##### RECORDS SUPPLIED

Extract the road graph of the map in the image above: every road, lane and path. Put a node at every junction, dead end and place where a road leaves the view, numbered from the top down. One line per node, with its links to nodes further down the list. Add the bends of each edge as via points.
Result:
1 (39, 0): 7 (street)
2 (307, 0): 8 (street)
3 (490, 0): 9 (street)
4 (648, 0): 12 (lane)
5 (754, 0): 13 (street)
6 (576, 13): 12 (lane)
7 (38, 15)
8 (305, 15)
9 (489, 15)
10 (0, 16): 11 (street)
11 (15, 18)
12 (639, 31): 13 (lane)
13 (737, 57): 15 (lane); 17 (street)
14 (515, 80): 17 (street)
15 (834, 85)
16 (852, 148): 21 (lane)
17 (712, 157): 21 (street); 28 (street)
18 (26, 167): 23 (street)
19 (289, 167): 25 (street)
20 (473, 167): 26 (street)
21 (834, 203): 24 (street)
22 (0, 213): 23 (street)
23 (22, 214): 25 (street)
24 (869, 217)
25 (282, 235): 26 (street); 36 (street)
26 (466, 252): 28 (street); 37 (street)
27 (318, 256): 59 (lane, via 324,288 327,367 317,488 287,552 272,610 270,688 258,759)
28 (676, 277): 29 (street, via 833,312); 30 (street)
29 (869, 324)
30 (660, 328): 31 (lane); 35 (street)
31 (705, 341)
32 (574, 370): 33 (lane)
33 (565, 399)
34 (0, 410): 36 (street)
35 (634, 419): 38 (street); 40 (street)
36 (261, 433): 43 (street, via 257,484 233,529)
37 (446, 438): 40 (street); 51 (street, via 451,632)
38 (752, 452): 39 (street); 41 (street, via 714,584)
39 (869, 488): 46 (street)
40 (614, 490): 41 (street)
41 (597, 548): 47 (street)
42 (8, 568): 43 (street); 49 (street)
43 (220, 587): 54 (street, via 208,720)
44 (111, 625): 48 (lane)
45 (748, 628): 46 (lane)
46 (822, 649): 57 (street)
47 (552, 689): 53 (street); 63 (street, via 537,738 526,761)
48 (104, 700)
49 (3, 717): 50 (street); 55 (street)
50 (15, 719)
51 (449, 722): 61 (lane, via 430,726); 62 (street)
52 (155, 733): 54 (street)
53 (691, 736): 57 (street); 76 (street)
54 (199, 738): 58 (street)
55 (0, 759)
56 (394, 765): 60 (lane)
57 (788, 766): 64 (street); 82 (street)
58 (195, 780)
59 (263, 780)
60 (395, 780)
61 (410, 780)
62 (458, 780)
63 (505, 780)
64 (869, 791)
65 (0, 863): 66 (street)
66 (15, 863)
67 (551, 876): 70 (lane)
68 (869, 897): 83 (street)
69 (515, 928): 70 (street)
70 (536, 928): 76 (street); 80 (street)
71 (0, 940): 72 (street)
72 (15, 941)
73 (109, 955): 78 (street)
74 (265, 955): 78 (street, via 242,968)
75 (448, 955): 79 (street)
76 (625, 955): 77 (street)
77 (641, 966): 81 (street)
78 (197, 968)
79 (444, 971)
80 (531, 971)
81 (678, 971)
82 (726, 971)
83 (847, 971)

##########

• _WHAT IS NEEDED_
Give the data again, exactly as it stands.

• _TASK ANSWER_
Extract the road graph of the map in the image above: every road, lane and path. Put a node at every junction, dead end and place where a road leaves the view, numbered from the top down. One line per node, with its links to nodes further down the list. Add the bends of each edge as via points.
Result:
1 (39, 0): 7 (street)
2 (307, 0): 8 (street)
3 (490, 0): 9 (street)
4 (648, 0): 12 (lane)
5 (754, 0): 13 (street)
6 (576, 13): 12 (lane)
7 (38, 15)
8 (305, 15)
9 (489, 15)
10 (0, 16): 11 (street)
11 (15, 18)
12 (639, 31): 13 (lane)
13 (737, 57): 15 (lane); 17 (street)
14 (515, 80): 17 (street)
15 (834, 85)
16 (852, 148): 21 (lane)
17 (712, 157): 21 (street); 28 (street)
18 (26, 167): 23 (street)
19 (289, 167): 25 (street)
20 (473, 167): 26 (street)
21 (834, 203): 24 (street)
22 (0, 213): 23 (street)
23 (22, 214): 25 (street)
24 (869, 217)
25 (282, 235): 26 (street); 36 (street)
26 (466, 252): 28 (street); 37 (street)
27 (318, 256): 59 (lane, via 324,288 327,367 317,488 287,552 272,610 270,688 258,759)
28 (676, 277): 29 (street, via 833,312); 30 (street)
29 (869, 324)
30 (660, 328): 31 (lane); 35 (street)
31 (705, 341)
32 (574, 370): 33 (lane)
33 (565, 399)
34 (0, 410): 36 (street)
35 (634, 419): 38 (street); 40 (street)
36 (261, 433): 43 (street, via 257,484 233,529)
37 (446, 438): 40 (street); 51 (street, via 451,632)
38 (752, 452): 39 (street); 41 (street, via 714,584)
39 (869, 488): 46 (street)
40 (614, 490): 41 (street)
41 (597, 548): 47 (street)
42 (8, 568): 43 (street); 49 (street)
43 (220, 587): 54 (street, via 208,720)
44 (111, 625): 48 (lane)
45 (748, 628): 46 (lane)
46 (822, 649): 57 (street)
47 (552, 689): 53 (street); 63 (street, via 537,738 526,761)
48 (104, 700)
49 (3, 717): 50 (street); 55 (street)
50 (15, 719)
51 (449, 722): 61 (lane, via 430,726); 62 (street)
52 (155, 733): 54 (street)
53 (691, 736): 57 (street); 76 (street)
54 (199, 738): 58 (street)
55 (0, 759)
56 (394, 765): 60 (lane)
57 (788, 766): 64 (street); 82 (street)
58 (195, 780)
59 (263, 780)
60 (395, 780)
61 (410, 780)
62 (458, 780)
63 (505, 780)
64 (869, 791)
65 (0, 863): 66 (street)
66 (15, 863)
67 (551, 876): 70 (lane)
68 (869, 897): 83 (street)
69 (515, 928): 70 (street)
70 (536, 928): 76 (street); 80 (street)
71 (0, 940): 72 (street)
72 (15, 941)
73 (109, 955): 78 (street)
74 (265, 955): 78 (street, via 242,968)
75 (448, 955): 79 (street)
76 (625, 955): 77 (street)
77 (641, 966): 81 (street)
78 (197, 968)
79 (444, 971)
80 (531, 971)
81 (678, 971)
82 (726, 971)
83 (847, 971)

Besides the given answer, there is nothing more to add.